And I suspect I’m not alone.
While September had its fair share of sunny days and mild temperatures, I feel like I’ve been living in a 30-day long tornado. And there is no low pressure system in sight.
Since the school year began, we’ve been in a constant spin of registration fees and scheduled activities. The magnetic calendar on the side of my fridge is more complicated than the project plan for the construction of the Long Harbour Processing Plant…seriously.
My husband and I have become nothing more than a parenting tag team:
“I’ll do pick up if you can get home ahead of me and start supper.”
“We have to get all homework done tonight because the next three nights are booked solid.”
“We need to miss 1 out of 2 tae kwon do classes to fit in 2 out of 3 soccer practices.”
“I’ll trade you a cadet night for a music lesson and raise you a dance class.”
I wish I were exaggerating.
The sad part is, no one is to blame for this madness but ourselves. Somewhere in our quest to raise well rounded, active, healthy children, we’ve completely lost our minds.
When you and the other well intentioned parents spend half of your kids’ soccer practice complaining about how much of a toll (both financially and otherwise), their activities are taking, it is clearly time to press “pause.” So we did. We made the conscious decision NOT to let our kids try out for the all-star soccer team this fall. (Was that a collective “gasp” I just heard?)
In our family, we believe everyone has their “thing.” That special talent or gift that they possess. Some people are lucky and figure it out early in life. Some spend their whole lives searching for it. If I felt soccer was their “thing”, I would have gladly made the commitment. Likewise, if either of my children were passionate about the sport – even if I was not convinced - we still would have been all in. But neither of these things were true. So we decided to pass.

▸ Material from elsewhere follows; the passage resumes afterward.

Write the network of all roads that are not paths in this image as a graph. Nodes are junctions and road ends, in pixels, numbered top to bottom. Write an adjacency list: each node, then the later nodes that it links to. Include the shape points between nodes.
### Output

Initially, when our children started getting involved in structured activities, we would decide on a budget for the season, pick an activity (or two) for each of them, and carry on. Life was relatively simple. As they’ve gotten older, the number of activities has grown to at least three each and the budget has grown right along with it. It’s so easy – as one of my clients so eloquently put it – “to just keep on keeping on.” But if we are truly being honest with ourselves, at some point we have to admit that, “We’ve tried that. Doesn’t seem to be your thing. Let’s move on.” Or, “OK. You can swim/skate/whatever now. That’s good enough for us.” Or, “We have allocated this much money for activities and we’ve hit our max. We’re done.”

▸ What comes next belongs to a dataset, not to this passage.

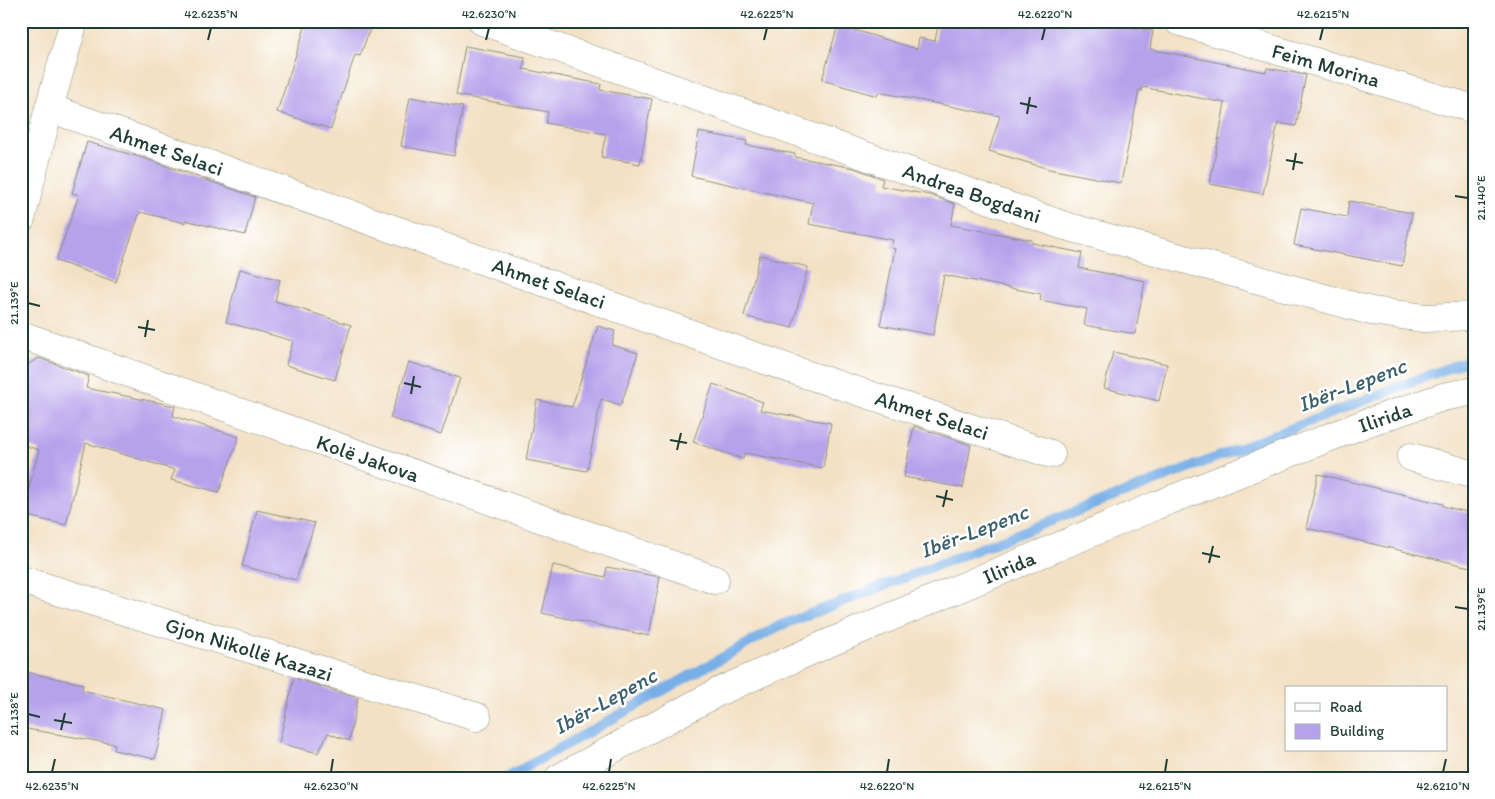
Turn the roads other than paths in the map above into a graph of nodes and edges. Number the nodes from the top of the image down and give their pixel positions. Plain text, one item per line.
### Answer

When I was growing up (and I’m not that old…really), only the well-off kids took private piano lessons. You learned how to play most sports by actually playing. I’m worried that we are not only raising a stressed out, over scheduled generation, but that we are willing to bankrupt ourselves to give our children some type of fictitious “edge.”
A parent commented to me recently, “I’m lucky. We can afford it.”
Here’s another thought: “Just because we can, doesn’t mean we should.” I get that we are invested in our kids, in ensuring that they have every opportunity available to them. But sometimes I think we need to pause, assess and give ourselves permission to say, “Enough already!”